Série : Compréhension
du consommateur
Au long des
articles précédents, nous avons vu que les entreprises performantes sont foncièrement
centrées sur le client ; elles sont à l’écoute de ses desiderata et s’efforcent
de comprendre son comportement. « Le client est roi », dit l’adage bien connu… mais que veut le roi ? L’incapacité des managers à appréhender la
façon d’agir de
leur cible explique en partie l’échec de leurs
stratégies. Il s’agit non pas de
trouver des clients pour ses produits, mais de trouver des produits pour ses clients.
Il y a
donc lieu de saisir sans équivoque la relation entre la compréhension du
comportement d'achat et l'action marketing. (1)
Un point de passage
impératif
Au Maroc, le marché
s'accroît tous les ans d’environ 750.000 personnes. Les Marocains aujourd’hui consomment
plus, mais aussi d’une manière différente. Naguère, ils achetaient du chocolat
pour l'offrir ; actuellement, et de plus en plus, ils l'achètent pour leur
propre consommation. L'extension de la grande surface a bouleversé les manières
de vivre. Certaines dépenses ont pris une place importante dans le budget des
ménages (santé, logement), tandis que d’autres ont vu leur part reculer
(alimentation)… Avant d'agir sur un marché, il est indispensable de le
comprendre, c'est-à-dire de comprendre la façon dont les consommateurs se
conduisent et comment leurs dispositions d’esprit évoluent au cours du temps. Il
en est ainsi lorsqu’on cherche à lancer un nouveau produit, à réhabiliter une
marque dévalorisée, à augmenter sa part de marché, à ouvrir un point de vente, à
lancer un spot à la télévision, etc. Il y eut une époque où une équipe
commerciale pouvait se faire une idée claire de sa clientèle à travers son
expérience directe de vente. De nos jours, la croissance des marchés comme
celle des entreprises a accentué la distance séparant les producteurs de leurs
clients. Pour autant, aller au-devant du client pour bien l’identifier, l’écouter,
se rendre compte de ses exigences est une nécessité absolue ; c’est le
meilleur levier de progrès. Le praticien du marketing se doit d’être proche
intellectuellement et physiquement de sa clientèle cible.
Le couple
produit-marché est par nature dynamique. L'entreprise centrée sur le client
engage un processus d'interaction avec lui. Le client est celui
qui détient la vérité et représente le but ultime de l'activité. C'est
« l'élément d'actif » (Levitt) le plus important. En 1952, les
dirigeants de General Electric déclaraient que leur organisation évoluait
en fonction du client. En 2000, le PDG de Procter & Gamble affirmait que le
consommateur était le véritable patron de l’entreprise. Le satisfaire ne devait
plus être une vue de l’esprit mais le but de toutes les décisions à prendre.
Il y a sur le
marché une grande diversité de produits et de marques destinés à répondre à des
besoins identiques ou similaires. Un shampooing sert au lavage des
cheveux ; or quelque 70 modèles et marques sont proposés à la vente.

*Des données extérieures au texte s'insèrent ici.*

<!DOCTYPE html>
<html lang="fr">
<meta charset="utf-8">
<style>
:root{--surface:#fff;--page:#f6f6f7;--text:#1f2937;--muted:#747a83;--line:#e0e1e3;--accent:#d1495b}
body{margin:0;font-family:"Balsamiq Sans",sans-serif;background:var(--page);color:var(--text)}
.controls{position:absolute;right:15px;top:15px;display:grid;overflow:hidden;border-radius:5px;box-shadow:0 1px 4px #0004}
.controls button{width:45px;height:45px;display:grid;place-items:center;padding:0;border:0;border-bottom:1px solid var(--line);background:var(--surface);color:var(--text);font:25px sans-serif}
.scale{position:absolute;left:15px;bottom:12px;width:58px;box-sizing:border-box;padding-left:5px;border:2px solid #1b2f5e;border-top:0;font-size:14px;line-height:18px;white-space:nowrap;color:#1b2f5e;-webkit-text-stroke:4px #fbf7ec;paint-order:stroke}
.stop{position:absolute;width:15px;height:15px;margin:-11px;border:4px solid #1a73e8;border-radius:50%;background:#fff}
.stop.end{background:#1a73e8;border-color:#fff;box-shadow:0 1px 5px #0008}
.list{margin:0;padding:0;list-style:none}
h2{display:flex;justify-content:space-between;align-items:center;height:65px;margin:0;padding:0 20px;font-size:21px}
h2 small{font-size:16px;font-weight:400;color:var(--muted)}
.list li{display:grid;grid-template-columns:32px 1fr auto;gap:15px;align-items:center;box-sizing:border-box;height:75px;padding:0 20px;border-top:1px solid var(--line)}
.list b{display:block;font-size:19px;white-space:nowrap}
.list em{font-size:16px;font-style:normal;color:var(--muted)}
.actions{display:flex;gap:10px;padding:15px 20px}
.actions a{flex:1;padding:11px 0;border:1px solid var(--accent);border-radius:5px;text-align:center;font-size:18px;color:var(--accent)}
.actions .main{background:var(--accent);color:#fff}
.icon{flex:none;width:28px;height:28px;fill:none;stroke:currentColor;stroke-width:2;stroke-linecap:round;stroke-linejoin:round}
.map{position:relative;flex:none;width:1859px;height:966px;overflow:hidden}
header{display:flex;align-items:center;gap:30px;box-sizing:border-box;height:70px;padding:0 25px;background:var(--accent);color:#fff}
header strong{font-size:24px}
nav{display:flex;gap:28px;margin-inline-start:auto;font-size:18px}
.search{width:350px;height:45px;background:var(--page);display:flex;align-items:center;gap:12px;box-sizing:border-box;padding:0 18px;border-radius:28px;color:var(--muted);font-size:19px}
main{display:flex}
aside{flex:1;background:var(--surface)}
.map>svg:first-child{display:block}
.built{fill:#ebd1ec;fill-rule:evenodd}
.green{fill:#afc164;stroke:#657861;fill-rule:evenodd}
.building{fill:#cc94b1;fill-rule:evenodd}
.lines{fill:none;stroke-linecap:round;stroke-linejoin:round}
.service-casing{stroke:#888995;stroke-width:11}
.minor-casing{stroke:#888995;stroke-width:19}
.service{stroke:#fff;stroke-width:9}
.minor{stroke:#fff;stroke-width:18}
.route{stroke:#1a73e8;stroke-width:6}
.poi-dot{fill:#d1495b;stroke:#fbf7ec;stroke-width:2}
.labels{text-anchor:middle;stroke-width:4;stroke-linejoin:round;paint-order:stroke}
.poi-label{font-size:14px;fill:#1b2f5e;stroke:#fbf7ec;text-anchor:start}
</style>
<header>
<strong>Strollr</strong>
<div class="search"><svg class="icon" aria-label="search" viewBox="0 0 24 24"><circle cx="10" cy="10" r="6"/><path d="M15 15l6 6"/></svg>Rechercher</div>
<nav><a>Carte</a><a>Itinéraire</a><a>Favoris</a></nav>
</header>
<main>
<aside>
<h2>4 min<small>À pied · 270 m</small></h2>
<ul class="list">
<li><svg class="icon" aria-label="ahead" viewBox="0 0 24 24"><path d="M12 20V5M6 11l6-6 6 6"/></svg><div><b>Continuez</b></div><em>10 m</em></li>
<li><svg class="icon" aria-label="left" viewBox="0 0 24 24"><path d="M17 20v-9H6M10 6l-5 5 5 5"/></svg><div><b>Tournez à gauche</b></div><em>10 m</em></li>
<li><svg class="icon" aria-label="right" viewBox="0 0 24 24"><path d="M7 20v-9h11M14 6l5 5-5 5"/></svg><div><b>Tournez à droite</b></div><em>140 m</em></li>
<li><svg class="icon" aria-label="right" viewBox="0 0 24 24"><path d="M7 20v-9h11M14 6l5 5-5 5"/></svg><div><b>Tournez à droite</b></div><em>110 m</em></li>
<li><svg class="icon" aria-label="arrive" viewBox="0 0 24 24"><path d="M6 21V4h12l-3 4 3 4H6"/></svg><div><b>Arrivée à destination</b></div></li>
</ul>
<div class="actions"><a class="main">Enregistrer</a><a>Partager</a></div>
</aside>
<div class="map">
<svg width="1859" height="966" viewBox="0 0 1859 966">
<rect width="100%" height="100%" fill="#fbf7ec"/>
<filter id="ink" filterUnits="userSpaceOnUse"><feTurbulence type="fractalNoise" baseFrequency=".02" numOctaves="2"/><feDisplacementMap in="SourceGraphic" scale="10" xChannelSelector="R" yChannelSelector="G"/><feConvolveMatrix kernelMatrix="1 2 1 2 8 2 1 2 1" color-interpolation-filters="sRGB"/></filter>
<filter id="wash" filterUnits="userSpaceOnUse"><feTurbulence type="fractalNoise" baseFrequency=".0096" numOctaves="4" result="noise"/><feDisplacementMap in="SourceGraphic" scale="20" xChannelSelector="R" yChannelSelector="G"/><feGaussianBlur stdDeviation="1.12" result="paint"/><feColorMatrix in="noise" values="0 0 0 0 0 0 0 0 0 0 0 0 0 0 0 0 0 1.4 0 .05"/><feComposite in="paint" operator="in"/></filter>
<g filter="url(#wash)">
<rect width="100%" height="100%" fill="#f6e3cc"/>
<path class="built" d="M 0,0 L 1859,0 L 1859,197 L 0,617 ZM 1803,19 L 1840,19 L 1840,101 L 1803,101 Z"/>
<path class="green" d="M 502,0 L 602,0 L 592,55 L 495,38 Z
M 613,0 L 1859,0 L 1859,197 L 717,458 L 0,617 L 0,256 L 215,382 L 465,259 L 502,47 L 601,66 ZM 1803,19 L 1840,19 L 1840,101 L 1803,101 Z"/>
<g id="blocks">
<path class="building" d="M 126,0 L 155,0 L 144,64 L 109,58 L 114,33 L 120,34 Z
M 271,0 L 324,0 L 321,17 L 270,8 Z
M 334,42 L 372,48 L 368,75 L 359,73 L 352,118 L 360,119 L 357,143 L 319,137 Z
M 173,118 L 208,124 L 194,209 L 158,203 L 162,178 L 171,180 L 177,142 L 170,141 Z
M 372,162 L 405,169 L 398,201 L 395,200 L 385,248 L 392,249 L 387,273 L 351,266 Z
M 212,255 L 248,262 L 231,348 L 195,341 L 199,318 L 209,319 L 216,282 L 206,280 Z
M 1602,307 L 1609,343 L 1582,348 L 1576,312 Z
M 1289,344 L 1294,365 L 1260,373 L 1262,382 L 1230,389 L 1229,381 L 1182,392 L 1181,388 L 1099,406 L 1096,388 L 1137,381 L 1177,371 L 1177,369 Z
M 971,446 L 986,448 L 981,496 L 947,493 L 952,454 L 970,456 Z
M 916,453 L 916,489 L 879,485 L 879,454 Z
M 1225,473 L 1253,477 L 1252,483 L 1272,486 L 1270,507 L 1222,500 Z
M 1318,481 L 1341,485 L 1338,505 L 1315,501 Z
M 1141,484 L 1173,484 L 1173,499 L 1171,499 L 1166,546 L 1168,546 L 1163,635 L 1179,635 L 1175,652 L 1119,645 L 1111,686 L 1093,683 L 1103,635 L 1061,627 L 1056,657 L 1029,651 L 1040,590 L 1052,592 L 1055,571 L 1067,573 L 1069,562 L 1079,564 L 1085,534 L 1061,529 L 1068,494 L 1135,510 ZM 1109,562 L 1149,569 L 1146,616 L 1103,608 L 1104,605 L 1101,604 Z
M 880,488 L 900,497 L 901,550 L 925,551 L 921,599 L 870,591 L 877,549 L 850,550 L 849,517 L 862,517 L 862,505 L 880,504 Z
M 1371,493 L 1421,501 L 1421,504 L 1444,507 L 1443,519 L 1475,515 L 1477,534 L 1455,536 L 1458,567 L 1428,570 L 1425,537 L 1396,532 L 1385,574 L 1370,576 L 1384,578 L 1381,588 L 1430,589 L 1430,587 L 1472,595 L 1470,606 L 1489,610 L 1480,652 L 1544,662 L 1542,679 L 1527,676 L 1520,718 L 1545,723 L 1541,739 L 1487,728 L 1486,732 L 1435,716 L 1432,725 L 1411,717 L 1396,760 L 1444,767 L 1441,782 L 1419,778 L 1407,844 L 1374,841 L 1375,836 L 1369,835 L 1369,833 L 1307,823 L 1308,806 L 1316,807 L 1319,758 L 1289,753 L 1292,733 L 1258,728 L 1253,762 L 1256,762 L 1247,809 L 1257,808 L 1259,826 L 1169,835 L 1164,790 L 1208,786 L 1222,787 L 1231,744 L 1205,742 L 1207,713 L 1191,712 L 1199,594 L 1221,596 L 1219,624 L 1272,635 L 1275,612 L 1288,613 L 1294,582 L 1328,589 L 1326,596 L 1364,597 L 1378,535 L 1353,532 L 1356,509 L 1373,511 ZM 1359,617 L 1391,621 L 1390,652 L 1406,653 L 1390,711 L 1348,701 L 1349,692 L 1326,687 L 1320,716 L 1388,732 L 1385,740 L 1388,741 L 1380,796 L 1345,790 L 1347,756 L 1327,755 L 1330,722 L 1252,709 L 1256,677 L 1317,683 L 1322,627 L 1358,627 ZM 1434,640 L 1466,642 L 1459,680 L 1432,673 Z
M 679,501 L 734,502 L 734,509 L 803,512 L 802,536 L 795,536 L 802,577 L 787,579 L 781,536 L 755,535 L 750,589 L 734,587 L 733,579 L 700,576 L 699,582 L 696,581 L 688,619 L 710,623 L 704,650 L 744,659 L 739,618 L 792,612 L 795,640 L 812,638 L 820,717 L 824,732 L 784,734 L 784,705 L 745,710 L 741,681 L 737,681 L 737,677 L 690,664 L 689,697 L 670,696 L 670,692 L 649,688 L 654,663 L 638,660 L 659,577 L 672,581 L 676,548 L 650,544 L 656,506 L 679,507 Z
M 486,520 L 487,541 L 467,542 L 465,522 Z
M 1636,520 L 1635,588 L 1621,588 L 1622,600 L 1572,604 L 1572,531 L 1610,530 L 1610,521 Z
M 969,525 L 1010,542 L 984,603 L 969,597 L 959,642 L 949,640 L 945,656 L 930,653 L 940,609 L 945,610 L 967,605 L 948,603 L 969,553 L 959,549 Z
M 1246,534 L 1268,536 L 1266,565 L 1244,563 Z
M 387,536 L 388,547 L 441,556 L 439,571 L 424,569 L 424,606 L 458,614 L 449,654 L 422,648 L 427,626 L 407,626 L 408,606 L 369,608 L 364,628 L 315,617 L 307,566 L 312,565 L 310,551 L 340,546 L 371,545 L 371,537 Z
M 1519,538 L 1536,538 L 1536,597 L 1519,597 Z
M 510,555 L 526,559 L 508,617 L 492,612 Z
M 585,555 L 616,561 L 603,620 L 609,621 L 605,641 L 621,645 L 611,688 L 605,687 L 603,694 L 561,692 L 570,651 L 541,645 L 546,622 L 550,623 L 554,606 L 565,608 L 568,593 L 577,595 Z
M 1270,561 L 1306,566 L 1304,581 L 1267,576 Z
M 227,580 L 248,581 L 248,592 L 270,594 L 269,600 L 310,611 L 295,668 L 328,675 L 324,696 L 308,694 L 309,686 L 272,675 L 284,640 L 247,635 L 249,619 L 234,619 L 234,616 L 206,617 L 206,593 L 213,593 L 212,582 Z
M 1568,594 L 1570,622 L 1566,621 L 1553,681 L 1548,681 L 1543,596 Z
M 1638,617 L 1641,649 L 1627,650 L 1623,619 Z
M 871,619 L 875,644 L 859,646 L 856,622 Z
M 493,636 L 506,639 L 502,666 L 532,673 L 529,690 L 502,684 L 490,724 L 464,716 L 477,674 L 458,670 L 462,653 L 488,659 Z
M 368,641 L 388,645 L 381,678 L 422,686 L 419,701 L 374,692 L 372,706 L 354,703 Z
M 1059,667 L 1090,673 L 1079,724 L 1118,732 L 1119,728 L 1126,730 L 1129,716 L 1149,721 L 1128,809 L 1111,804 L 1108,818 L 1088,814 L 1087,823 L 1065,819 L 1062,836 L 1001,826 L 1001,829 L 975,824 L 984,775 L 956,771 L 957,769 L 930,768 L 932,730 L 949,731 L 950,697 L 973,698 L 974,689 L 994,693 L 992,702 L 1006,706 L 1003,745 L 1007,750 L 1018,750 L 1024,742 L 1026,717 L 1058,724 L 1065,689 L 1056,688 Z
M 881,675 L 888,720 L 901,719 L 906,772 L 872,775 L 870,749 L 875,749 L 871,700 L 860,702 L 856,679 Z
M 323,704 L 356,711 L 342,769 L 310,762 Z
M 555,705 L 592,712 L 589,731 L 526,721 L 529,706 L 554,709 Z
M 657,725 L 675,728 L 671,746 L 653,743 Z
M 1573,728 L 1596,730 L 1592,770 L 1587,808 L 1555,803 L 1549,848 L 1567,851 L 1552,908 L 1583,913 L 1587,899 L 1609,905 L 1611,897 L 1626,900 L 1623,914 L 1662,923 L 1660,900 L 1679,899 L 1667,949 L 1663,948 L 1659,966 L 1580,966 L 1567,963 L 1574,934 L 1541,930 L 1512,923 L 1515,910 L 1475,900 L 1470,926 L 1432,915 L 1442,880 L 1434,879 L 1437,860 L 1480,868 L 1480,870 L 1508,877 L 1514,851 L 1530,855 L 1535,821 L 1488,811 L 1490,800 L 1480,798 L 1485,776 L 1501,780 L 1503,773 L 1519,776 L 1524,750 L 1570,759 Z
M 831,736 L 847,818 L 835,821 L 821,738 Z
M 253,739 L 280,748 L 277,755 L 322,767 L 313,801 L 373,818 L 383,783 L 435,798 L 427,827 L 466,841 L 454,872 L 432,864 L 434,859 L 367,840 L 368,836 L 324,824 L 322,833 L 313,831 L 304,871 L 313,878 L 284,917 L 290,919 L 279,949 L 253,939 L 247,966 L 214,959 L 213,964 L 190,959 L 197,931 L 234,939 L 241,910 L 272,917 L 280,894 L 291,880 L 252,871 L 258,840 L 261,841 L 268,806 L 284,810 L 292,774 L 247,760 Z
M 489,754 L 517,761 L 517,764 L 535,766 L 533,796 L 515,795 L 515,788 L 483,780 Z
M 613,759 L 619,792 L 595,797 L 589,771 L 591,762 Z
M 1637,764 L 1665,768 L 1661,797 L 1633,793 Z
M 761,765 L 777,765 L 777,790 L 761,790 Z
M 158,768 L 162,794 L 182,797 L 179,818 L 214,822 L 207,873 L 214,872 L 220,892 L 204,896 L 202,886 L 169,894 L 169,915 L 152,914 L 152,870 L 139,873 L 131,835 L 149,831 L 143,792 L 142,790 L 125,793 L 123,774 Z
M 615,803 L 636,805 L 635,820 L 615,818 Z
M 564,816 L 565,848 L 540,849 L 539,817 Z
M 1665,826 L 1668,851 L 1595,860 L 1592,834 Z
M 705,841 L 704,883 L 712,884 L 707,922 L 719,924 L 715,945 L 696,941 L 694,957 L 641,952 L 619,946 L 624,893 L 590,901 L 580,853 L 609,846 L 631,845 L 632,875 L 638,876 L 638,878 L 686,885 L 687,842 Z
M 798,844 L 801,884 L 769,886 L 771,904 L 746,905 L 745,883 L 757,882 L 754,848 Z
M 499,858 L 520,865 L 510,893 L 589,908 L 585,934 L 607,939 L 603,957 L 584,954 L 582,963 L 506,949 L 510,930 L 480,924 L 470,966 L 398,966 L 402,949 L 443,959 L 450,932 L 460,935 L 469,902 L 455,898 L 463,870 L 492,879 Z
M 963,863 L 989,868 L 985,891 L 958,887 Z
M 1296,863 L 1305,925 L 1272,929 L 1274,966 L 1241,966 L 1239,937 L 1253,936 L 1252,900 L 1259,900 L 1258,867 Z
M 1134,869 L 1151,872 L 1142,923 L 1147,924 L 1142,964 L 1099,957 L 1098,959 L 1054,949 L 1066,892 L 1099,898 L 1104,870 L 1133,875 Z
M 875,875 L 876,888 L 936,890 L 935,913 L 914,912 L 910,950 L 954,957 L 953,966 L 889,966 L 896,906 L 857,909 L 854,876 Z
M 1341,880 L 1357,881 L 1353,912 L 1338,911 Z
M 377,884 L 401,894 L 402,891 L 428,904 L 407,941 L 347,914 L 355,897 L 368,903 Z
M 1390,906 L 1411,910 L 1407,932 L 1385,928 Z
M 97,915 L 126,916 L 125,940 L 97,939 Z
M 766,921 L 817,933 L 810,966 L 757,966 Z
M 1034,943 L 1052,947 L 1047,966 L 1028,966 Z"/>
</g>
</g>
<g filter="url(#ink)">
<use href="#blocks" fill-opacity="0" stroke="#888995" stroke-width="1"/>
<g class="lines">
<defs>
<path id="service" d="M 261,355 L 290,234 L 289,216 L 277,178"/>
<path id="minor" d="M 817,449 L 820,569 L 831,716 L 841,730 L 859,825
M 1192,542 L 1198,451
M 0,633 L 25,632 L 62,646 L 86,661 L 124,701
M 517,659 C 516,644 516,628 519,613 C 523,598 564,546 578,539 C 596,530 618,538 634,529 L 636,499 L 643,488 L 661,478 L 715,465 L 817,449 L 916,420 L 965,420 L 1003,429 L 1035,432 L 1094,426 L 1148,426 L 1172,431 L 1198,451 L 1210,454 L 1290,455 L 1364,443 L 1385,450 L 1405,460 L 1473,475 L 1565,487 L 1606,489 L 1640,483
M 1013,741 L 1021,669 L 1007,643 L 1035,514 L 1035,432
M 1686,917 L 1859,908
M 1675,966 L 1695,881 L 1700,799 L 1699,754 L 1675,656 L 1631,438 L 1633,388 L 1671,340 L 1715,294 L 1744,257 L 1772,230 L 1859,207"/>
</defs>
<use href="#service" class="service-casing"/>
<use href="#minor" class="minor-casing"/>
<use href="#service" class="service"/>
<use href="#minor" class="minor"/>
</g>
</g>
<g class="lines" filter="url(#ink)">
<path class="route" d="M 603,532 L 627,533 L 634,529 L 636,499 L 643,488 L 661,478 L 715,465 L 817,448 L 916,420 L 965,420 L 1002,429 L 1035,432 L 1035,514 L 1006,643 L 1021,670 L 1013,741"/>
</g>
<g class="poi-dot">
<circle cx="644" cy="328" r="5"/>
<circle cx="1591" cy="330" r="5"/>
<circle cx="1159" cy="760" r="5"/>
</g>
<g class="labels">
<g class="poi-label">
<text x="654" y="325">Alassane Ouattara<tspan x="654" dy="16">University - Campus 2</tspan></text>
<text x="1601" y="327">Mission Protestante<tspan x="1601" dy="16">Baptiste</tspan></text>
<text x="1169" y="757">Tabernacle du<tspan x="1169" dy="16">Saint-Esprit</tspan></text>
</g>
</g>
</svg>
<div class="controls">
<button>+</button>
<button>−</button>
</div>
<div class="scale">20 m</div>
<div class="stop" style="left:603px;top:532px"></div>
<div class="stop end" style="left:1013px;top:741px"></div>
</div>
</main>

Pourquoi ? Parce que les consommateurs n'ont pas les mêmes préférences ; ils
diffèrent considérablement quant à leur âge, leur revenu, leur degré de
scolarité, leur système de valeurs, etc. De la distinction des différents
groupes d’individus procède la segmentation du marché. « En allant au-delà des caractéristiques
démographiques du client par l’acquisition d’une meilleure connaissance de son
environnement, son comportement, ses préoccupations et ses aspirations, le but
est de segmenter plus finement et de comprendre pour chaque segment les leviers à actionner et
les arguments à mettre en avant tout
au long du cycle d’achat ». (2)
L’étude du
comportement d’achat, à l’évidence, n'est pas une fin en soi ; elle permet
d’adapter les décisions commerciales aux catégories ciblées. Elle constitue la
pierre angulaire de la philosophie et de la pratique du marketing. C'est un
point de passage impératif si l'on souhaite retenir les options stratégiques
les plus appropriées et maîtriser l'action sur le terrain. C’est la connaissance factuelle du client qui oriente
l’offre produit et les actions publicitaires.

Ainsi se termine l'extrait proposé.